Dataset entries ->
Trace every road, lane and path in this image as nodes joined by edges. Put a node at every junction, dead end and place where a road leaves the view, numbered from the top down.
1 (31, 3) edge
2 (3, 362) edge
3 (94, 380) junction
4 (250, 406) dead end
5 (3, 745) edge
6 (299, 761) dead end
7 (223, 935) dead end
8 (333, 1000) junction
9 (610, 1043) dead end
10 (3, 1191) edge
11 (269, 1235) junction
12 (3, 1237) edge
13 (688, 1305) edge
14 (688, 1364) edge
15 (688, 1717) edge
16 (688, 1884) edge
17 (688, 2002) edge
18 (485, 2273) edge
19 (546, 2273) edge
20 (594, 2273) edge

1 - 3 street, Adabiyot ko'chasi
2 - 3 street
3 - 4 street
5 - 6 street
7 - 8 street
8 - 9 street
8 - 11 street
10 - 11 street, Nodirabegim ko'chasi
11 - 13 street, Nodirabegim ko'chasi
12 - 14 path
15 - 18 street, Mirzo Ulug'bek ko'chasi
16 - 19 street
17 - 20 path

Assignment -> Every line of the listing above should be copied word for word.

Answer section ->
Trace every road, lane and path in this image as nodes joined by edges. Put a node at every junction, dead end and place where a road leaves the view, numbered from the top down.
1 (31, 3) edge
2 (3, 362) edge
3 (94, 380) junction
4 (250, 406) dead end
5 (3, 745) edge
6 (299, 761) dead end
7 (223, 935) dead end
8 (333, 1000) junction
9 (610, 1043) dead end
10 (3, 1191) edge
11 (269, 1235) junction
12 (3, 1237) edge
13 (688, 1305) edge
14 (688, 1364) edge
15 (688, 1717) edge
16 (688, 1884) edge
17 (688, 2002) edge
18 (485, 2273) edge
19 (546, 2273) edge
20 (594, 2273) edge

1 - 3 street, Adabiyot ko'chasi
2 - 3 street
3 - 4 street
5 - 6 street
7 - 8 street
8 - 9 street
8 - 11 street
10 - 11 street, Nodirabegim ko'chasi
11 - 13 street, Nodirabegim ko'chasi
12 - 14 path
15 - 18 street, Mirzo Ulug'bek ko'chasi
16 - 19 street
17 - 20 path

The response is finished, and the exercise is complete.